Start of Data to process

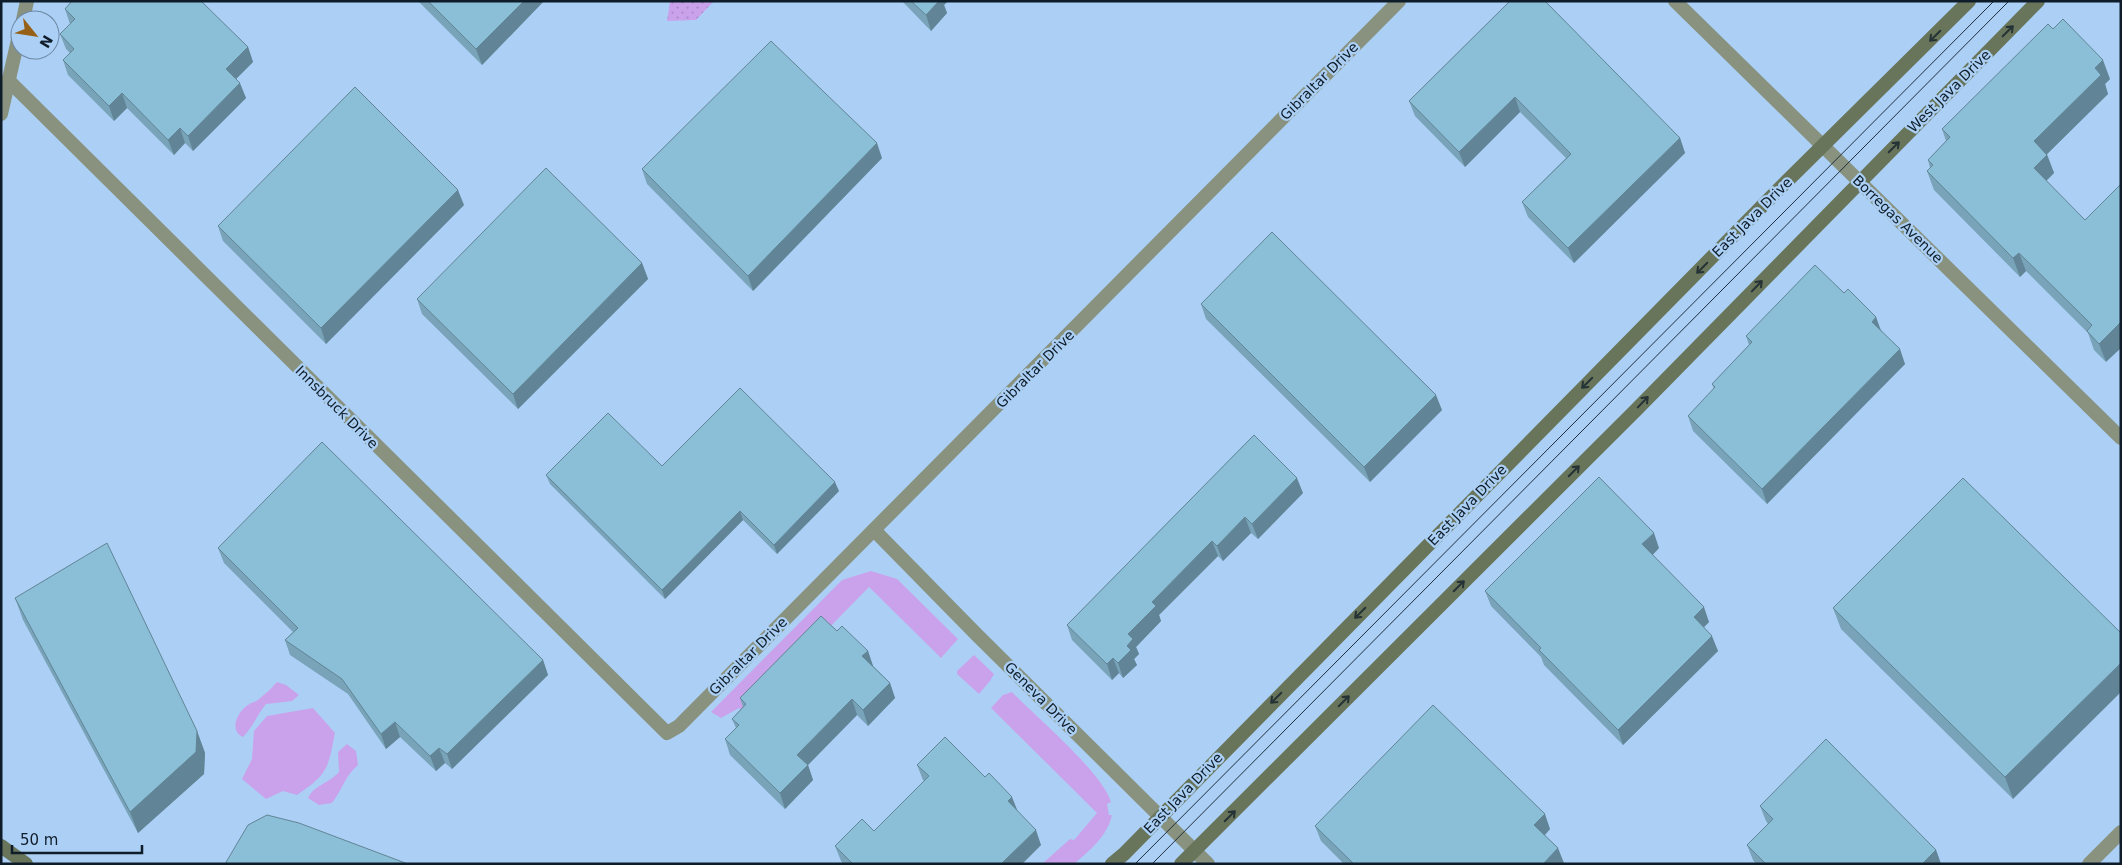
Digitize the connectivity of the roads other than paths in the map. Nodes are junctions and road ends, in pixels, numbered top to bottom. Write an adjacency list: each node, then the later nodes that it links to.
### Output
1 (1399, 1): 11 (street, Gibraltar Drive)
2 (1675, 1): 8 (street, Borregas Avenue)
3 (1969, 1): 8 (main road, one-way to 8)
4 (2038, 1): 9 (main road, West Java Drive, one-way to 4)
5 (13, 60): 6 (street)
6 (8, 80): 7 (street); 12 (street, Innsbruck Drive)
7 (1, 114)
8 (1823, 146): 9 (street, Borregas Avenue); 13 (main road, East Java Drive, one-way to 13)
9 (1860, 181): 10 (street, Borregas Avenue); 16 (main road, one-way to 9)
10 (2121, 438)
11 (874, 530): 12 (street, Gibraltar Drive); 13 (street, Geneva Drive)
12 (667, 733)
13 (1160, 816): 16 (street, Geneva Drive); 18 (main road, East Java Drive)
14 (2121, 832): 21 (street)
15 (1, 846): 17 (main road)
16 (1195, 850): 19 (main road); 20 (street, Geneva Drive)
17 (26, 864)
18 (1112, 864)
19 (1181, 864)
20 (1208, 864)
21 (2089, 864)

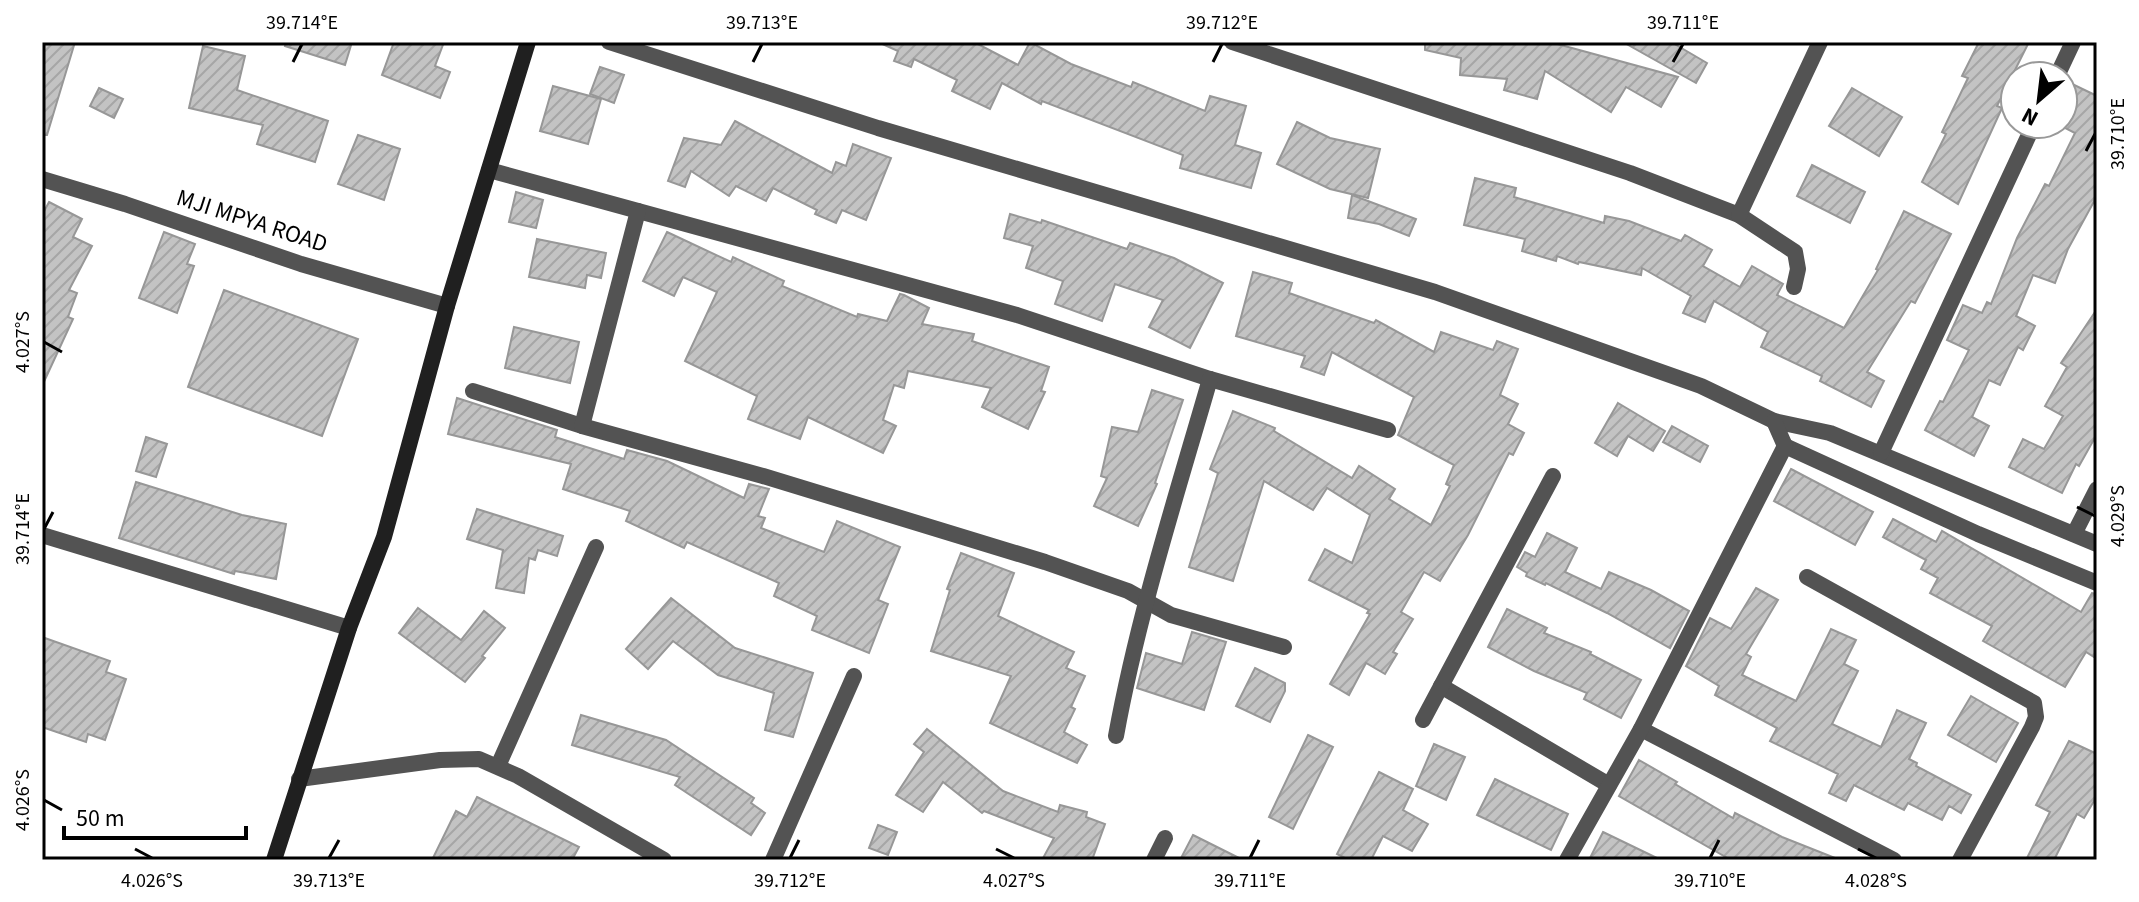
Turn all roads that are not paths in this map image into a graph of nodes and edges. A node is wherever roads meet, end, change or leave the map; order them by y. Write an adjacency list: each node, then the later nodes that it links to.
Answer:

End of Data to process

■ Work instructions:
What is needed is an exact copy of all the records, minus any pictures.

■ Solution:
Digitize the connectivity of the roads other than paths in the map. Nodes are junctions and road ends, in pixels, numbered top to bottom. Write an adjacency list: each node, then the later nodes that it links to.
### Output
1 (1399, 1): 11 (street, Gibraltar Drive)
2 (1675, 1): 8 (street, Borregas Avenue)
3 (1969, 1): 8 (main road, one-way to 8)
4 (2038, 1): 9 (main road, West Java Drive, one-way to 4)
5 (13, 60): 6 (street)
6 (8, 80): 7 (street); 12 (street, Innsbruck Drive)
7 (1, 114)
8 (1823, 146): 9 (street, Borregas Avenue); 13 (main road, East Java Drive, one-way to 13)
9 (1860, 181): 10 (street, Borregas Avenue); 16 (main road, one-way to 9)
10 (2121, 438)
11 (874, 530): 12 (street, Gibraltar Drive); 13 (street, Geneva Drive)
12 (667, 733)
13 (1160, 816): 16 (street, Geneva Drive); 18 (main road, East Java Drive)
14 (2121, 832): 21 (street)
15 (1, 846): 17 (main road)
16 (1195, 850): 19 (main road); 20 (street, Geneva Drive)
17 (26, 864)
18 (1112, 864)
19 (1181, 864)
20 (1208, 864)
21 (2089, 864)

Turn all roads that are not paths in this map image into a graph of nodes and edges. A node is wherever roads meet, end, change or leave the map; order them by y. Write an adjacency list: each node, then the later nodes that it links to.
Answer:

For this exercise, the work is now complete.